__Information shown__.
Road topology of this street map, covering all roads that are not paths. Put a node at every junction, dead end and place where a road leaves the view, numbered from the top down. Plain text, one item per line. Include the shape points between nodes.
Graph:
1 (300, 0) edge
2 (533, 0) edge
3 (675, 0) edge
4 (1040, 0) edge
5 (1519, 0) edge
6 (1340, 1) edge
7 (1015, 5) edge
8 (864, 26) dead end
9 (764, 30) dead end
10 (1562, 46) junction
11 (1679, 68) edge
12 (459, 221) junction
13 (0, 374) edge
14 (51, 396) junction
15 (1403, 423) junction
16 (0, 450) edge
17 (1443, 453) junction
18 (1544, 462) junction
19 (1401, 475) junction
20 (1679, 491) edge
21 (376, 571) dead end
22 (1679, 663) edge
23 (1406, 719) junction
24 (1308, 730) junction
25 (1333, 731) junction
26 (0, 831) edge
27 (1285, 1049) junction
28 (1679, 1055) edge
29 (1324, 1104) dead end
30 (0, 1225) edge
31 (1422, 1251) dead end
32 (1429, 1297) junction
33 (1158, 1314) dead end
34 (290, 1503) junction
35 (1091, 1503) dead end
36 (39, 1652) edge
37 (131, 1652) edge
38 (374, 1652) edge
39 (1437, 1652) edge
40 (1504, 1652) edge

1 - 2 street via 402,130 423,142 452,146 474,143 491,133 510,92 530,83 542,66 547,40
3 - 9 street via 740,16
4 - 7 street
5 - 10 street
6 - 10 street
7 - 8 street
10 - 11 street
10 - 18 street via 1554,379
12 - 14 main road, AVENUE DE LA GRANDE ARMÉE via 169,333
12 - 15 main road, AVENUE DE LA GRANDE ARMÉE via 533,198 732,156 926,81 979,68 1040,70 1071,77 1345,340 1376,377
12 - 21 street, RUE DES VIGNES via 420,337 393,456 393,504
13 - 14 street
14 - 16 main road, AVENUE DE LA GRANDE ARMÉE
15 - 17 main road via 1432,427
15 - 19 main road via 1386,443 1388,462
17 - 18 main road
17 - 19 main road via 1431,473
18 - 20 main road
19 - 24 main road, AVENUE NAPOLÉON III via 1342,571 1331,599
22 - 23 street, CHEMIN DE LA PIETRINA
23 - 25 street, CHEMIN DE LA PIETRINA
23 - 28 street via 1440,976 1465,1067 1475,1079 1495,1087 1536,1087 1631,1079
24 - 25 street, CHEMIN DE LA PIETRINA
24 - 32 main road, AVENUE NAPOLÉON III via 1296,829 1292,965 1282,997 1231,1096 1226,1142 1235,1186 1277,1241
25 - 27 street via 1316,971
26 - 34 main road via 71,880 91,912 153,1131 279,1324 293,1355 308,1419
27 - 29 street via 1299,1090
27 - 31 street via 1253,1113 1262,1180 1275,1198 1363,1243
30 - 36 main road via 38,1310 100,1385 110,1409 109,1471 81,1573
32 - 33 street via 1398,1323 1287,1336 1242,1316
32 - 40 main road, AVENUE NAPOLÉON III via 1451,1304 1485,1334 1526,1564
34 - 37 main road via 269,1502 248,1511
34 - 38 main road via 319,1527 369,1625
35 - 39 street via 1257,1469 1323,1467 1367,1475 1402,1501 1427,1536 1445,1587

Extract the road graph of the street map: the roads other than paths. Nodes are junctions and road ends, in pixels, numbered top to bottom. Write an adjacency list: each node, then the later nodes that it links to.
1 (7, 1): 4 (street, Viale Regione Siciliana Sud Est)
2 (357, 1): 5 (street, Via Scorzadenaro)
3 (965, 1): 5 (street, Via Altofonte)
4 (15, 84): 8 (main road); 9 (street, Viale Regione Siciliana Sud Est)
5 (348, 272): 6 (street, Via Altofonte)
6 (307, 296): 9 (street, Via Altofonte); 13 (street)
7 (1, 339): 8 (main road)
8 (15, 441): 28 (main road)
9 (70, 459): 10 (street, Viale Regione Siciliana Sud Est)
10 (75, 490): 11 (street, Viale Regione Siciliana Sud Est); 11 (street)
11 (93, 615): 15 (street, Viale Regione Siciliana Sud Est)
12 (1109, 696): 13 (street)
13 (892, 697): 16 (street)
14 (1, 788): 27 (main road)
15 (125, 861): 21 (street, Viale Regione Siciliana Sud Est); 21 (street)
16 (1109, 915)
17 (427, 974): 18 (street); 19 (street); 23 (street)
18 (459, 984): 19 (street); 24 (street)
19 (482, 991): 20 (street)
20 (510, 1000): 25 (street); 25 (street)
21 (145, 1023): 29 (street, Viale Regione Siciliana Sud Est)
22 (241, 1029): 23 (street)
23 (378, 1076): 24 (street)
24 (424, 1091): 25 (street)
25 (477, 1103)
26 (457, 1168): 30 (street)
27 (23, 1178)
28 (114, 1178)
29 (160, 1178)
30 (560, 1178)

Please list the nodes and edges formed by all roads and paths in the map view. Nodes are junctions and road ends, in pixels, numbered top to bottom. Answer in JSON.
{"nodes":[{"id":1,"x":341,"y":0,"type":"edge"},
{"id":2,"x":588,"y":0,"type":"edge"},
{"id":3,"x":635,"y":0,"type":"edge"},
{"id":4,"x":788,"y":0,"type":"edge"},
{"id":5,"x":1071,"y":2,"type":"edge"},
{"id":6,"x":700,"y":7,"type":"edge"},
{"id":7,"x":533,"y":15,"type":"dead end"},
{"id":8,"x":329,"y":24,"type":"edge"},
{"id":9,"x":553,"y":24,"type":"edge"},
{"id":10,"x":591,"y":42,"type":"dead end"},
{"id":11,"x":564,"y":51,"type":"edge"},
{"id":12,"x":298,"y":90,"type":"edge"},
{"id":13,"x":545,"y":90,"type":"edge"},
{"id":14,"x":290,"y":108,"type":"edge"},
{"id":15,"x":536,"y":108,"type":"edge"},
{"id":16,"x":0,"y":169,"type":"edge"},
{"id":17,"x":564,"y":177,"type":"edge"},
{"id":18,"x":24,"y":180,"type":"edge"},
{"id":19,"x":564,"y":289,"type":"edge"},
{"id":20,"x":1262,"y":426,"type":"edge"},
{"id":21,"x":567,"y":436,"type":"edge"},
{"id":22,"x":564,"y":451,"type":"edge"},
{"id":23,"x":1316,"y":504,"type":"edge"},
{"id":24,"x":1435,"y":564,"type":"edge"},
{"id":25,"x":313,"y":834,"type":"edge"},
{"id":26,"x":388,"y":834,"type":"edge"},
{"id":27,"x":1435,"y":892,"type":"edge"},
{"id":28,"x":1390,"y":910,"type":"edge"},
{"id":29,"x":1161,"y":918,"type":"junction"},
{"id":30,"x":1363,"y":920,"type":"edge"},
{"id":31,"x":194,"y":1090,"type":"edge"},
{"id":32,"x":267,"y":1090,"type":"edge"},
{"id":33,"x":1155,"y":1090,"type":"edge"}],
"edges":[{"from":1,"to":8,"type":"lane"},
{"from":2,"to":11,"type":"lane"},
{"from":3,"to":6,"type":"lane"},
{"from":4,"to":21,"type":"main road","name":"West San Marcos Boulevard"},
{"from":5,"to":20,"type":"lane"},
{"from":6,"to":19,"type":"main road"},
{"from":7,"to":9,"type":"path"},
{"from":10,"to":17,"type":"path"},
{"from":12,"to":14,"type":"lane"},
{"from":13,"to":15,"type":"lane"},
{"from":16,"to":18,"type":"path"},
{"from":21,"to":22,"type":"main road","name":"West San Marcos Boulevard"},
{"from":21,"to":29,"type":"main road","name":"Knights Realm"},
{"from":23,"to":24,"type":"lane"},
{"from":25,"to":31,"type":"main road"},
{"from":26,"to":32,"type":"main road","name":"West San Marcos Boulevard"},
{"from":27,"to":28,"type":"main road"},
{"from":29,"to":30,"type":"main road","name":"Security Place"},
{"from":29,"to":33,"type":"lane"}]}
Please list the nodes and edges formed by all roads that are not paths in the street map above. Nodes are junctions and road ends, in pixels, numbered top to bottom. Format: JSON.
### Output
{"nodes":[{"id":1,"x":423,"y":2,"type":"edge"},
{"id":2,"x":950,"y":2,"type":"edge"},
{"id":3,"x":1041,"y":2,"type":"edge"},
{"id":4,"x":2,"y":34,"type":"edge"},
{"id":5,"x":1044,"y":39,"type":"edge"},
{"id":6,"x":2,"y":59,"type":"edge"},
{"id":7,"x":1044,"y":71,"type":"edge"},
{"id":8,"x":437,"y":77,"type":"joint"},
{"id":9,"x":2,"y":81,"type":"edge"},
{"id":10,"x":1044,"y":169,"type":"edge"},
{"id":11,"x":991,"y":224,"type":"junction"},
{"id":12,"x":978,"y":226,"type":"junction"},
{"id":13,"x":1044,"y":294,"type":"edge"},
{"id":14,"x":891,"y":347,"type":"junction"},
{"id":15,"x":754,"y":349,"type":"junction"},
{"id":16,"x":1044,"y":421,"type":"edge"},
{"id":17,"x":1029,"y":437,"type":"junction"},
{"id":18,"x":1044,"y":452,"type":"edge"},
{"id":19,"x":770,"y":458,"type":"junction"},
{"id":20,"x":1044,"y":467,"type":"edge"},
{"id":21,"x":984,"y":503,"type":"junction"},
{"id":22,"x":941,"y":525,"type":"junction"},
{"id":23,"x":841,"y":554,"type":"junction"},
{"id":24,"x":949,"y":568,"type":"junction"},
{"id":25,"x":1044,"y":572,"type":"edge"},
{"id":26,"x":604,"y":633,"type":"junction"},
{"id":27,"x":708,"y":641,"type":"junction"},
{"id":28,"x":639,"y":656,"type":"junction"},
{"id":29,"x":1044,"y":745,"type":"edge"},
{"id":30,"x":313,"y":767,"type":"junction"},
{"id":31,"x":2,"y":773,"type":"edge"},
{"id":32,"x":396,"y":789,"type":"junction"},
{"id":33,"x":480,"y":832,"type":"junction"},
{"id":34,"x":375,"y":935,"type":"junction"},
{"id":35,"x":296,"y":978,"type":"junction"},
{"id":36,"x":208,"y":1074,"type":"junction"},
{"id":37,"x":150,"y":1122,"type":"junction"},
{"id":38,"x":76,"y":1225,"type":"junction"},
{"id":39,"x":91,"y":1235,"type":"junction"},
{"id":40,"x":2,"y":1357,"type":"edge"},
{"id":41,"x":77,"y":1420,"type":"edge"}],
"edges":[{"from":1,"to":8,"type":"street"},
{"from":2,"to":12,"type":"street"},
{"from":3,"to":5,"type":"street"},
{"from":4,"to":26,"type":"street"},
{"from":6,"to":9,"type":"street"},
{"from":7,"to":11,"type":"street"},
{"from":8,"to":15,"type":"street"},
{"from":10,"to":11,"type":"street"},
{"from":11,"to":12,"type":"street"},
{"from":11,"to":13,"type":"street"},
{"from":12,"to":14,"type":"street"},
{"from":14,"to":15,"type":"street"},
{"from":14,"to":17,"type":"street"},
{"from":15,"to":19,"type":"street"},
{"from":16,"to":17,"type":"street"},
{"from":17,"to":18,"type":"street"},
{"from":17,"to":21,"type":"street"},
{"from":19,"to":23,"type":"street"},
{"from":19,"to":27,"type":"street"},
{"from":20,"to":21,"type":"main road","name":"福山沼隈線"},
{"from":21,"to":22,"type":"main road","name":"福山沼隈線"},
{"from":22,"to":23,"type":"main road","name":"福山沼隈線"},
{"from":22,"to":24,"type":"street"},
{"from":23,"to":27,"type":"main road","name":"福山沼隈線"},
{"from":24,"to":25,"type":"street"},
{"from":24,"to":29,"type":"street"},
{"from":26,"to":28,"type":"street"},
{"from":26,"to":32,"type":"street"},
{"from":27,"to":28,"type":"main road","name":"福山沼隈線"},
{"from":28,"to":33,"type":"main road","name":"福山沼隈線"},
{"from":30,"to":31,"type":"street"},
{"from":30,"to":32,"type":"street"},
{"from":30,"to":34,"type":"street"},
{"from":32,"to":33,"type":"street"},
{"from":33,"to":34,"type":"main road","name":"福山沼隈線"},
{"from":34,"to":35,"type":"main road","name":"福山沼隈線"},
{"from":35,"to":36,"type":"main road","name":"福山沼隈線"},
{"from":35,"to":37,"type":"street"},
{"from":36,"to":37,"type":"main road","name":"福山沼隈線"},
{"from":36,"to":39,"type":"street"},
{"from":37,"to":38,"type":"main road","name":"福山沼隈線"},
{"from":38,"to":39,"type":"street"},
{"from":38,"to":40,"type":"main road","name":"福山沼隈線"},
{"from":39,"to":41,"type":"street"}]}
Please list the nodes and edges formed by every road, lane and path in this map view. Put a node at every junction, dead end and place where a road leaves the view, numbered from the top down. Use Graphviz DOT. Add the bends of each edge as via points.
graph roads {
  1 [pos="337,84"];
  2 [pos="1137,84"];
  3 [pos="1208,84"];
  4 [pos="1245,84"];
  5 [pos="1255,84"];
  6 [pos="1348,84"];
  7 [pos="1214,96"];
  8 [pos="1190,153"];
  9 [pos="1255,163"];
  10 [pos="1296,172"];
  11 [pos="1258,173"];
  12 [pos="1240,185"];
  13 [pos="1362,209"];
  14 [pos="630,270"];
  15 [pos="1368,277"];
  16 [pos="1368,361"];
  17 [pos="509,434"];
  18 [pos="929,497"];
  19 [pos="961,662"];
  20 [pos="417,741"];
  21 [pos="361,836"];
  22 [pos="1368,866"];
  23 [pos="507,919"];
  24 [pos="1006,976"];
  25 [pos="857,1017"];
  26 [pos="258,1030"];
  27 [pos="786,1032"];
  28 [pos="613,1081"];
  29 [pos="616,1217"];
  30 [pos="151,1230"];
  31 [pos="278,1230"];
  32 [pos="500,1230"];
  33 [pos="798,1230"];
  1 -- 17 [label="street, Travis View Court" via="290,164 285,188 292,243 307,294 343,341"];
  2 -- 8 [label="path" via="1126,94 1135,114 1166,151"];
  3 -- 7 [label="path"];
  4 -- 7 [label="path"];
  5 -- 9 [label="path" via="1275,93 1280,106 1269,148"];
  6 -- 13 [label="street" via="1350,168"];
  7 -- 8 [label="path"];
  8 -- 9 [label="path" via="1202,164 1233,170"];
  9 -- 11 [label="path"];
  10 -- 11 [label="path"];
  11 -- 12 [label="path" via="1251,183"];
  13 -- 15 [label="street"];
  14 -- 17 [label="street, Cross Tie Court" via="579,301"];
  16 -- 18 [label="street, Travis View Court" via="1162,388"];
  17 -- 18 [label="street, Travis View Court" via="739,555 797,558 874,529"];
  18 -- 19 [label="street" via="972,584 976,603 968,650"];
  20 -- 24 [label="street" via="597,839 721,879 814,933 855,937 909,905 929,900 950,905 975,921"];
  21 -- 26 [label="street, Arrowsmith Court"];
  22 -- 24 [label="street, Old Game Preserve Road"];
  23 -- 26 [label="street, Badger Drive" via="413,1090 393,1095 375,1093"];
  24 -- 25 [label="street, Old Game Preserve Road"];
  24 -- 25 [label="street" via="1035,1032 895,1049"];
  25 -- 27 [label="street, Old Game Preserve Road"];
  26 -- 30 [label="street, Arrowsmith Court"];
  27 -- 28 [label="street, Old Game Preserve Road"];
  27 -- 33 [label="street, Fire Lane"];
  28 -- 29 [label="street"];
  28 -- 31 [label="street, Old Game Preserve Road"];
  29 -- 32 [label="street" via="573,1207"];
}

__Problem requirements__. The answer must be a single number: the count of lines in the listing that hold the string "CHEMIN".

__Exercise answer__. 3